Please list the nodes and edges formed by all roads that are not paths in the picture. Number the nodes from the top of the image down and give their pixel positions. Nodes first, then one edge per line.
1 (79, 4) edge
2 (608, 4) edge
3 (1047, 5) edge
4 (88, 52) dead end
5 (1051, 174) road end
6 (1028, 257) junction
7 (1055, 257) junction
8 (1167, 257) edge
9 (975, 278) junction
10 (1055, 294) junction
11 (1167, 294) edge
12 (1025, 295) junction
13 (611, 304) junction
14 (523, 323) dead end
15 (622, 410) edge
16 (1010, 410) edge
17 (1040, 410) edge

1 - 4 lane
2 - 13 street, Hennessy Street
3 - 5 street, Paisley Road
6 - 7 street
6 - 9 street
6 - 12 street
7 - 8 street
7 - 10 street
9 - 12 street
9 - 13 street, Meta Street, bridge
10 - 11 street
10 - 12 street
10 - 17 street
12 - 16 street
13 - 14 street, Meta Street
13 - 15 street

....

§ What is expected:
For this exercise, write out all of the data exactly.

§ Result of this task:
Please list the nodes and edges formed by all roads that are not paths in the picture. Number the nodes from the top of the image down and give their pixel positions. Nodes first, then one edge per line.
1 (79, 4) edge
2 (608, 4) edge
3 (1047, 5) edge
4 (88, 52) dead end
5 (1051, 174) road end
6 (1028, 257) junction
7 (1055, 257) junction
8 (1167, 257) edge
9 (975, 278) junction
10 (1055, 294) junction
11 (1167, 294) edge
12 (1025, 295) junction
13 (611, 304) junction
14 (523, 323) dead end
15 (622, 410) edge
16 (1010, 410) edge
17 (1040, 410) edge

1 - 4 lane
2 - 13 street, Hennessy Street
3 - 5 street, Paisley Road
6 - 7 street
6 - 9 street
6 - 12 street
7 - 8 street
7 - 10 street
9 - 12 street
9 - 13 street, Meta Street, bridge
10 - 11 street
10 - 12 street
10 - 17 street
12 - 16 street
13 - 14 street, Meta Street
13 - 15 street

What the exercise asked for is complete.